Five Days Before Halloween

This is my house. I’m hanging plastic spider webs and plastic jack o’lanterns in the lavender bush because they’re the most bog-standard decorations in the world. This is how I’ll start, and just ramp it up a little every day.

Four Days Before Halloween

The next day I got my mate Simon over and we made actual jack o’lanterns. One butternut and one kent, for anyone wondering. Then I painted some spooky blood pouring out of Kent’s eyes.

Here’s one for the Radiohead fans. It’s Simon’s butternut, whittled into one of those Radiohead monkey things with the teeth. Then we lit the candles, which flickered as a wind got up in the trees. Things were coming along nicely.

Three Days Before Halloween

It was time to change gears. That meant ditching the traditional Halloween ghost/vampire/Michael Jackson mythology for something that’s actually scary and actually exists in suburbia. And that’s serial killers.

I found this old mattress in an alley behind the house and covered it in fake blood. Also, hat tip to the 90s show TV Nation for the idea. Then I put the bloody mattress out with the bins and waited to see what would happen.

The next morning, about 6 AM, I watched the garbage guy pause at the mattress for about one second before he shrugged and grabbed my bins. “Hey!” I yelled, stepping out from behind the lavender. “Do you think the mattress is spooky?” The garbage guy gave me a look. “Nah mate, I’ve seen worse.” And then he wouldn’t take the mattress because it was too big.

Two Days Before Halloween

It was time for business. Real business. So I went to Vic Markets and got myself two pigs’ heads from the butcher. And guess how much a pig’s head costs? It’s $5! Apparently the market for pigs’ heads has really gone down the toilet.

I put the first guy on a stake.

And I put the second guy on the gate post, but again no one was scared. These are some Airbnb guests from next door who had no prior knowledge of my general character. For all they knew this was what I was like 24/7, 365 days of year. But they didn’t care. They just kept pointing at the head and laughing. Even when I turned off the house lights and walked down the street I could see people stopping and laughing. One couple took a selfie with the head on a stake. It was strange.

When this kid came over I started to wonder: is this how serial killers get away with it?
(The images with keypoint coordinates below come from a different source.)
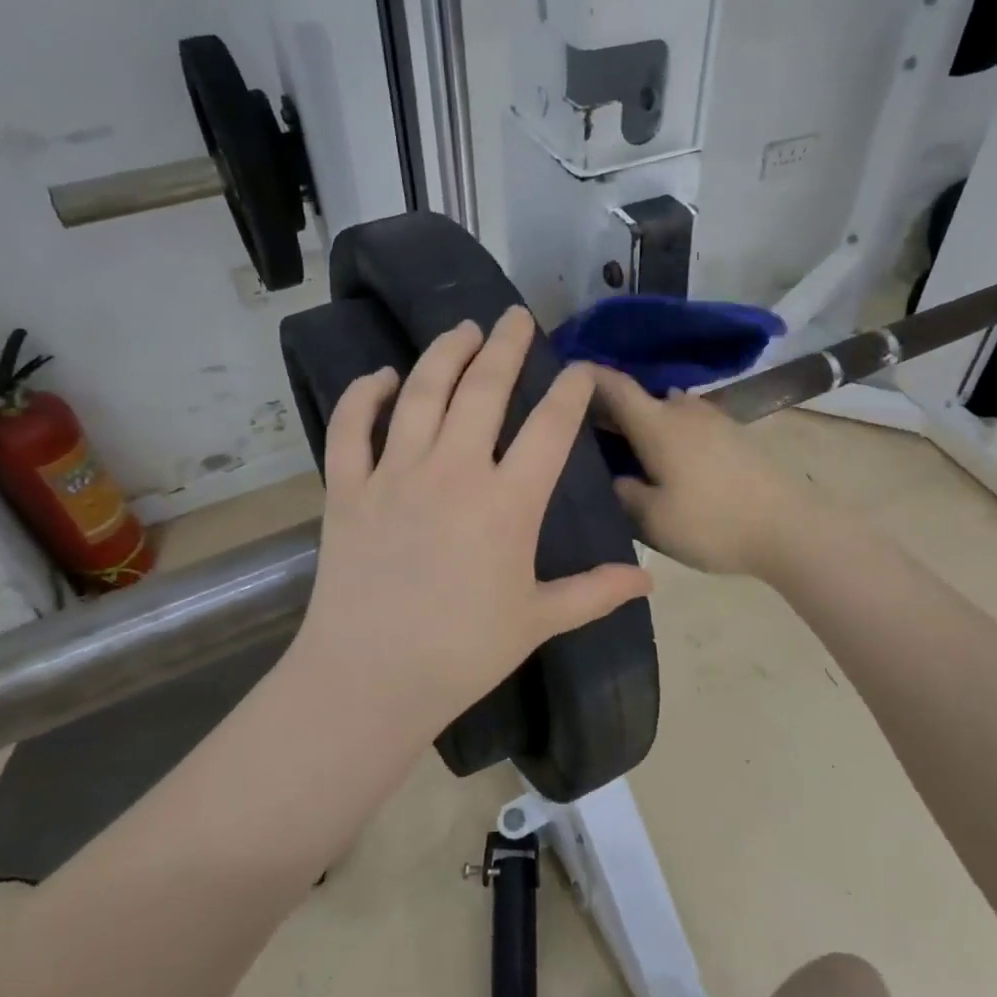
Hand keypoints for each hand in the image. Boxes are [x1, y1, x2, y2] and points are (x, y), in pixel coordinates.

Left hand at [293, 307, 652, 734]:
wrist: (371, 679)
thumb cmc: (463, 652)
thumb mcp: (538, 621)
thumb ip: (595, 592)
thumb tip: (649, 580)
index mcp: (508, 504)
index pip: (550, 427)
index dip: (570, 391)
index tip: (580, 369)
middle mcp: (454, 472)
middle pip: (483, 389)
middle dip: (505, 346)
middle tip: (514, 317)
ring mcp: (395, 475)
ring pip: (421, 393)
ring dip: (443, 354)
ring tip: (461, 330)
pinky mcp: (348, 488)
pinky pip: (351, 427)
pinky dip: (363, 396)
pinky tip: (379, 377)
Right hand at [587, 365, 813, 576]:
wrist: (789, 528)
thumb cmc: (712, 523)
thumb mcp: (652, 520)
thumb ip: (624, 493)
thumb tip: (616, 477)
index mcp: (657, 424)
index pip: (614, 386)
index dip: (586, 377)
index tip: (563, 376)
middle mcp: (684, 410)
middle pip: (640, 398)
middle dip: (612, 408)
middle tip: (586, 431)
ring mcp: (714, 419)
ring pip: (667, 411)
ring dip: (644, 421)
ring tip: (627, 448)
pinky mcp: (734, 435)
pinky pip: (688, 424)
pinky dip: (669, 432)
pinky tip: (667, 459)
Is this how people live next door to weirdos who dig holes at midnight and wear trench coats in summer without anyone ever asking questions? I appreciate the human instinct for total non-curiosity, but I was surprised. It seemed I could do anything and no one would care. In fact, people would like it.

The Last Day Before Halloween

On the last day before Halloween I made a sign from a bed sheet. I then found a Spotify playlist of nursery rhymes and cranked it loud.

Then I hung this outside my house. I watched through the blinds as people walked past. Some took photos. Some smiled. Lots frowned. I turned the nursery rhymes up louder. No one knocked. And no one called the police.

These guys live across the road. Again, they weren’t concerned about the sign but just curious about why I was so into Halloween. “It’s for a article I’m writing,” I explained, wanting to squash the idea that I’m a 31-year-old who just LOVES halloween. “Oh,” said the dad. “We saw the pigs’ heads and we thought ‘this guy is keen.’”

It got dark and still nothing happened. It started to rain. By around 10:00 PM I got sick of lurking around and went to bed. And now as I’m writing this, it’s Halloween and my decorations are still all up and tonight actual children will come to my house and ask for candy. This seems weird, and I didn’t expect to actually need candy. I’d better buy some after work.

So I’m not sure what the moral of the story is. Maybe the moral is that if you’re a serial killer, Halloween is a great time to relax. Dig that hole in your own good time. Give the person in your basement some outdoor hours in the yard. Halloween is a time for fun, after all.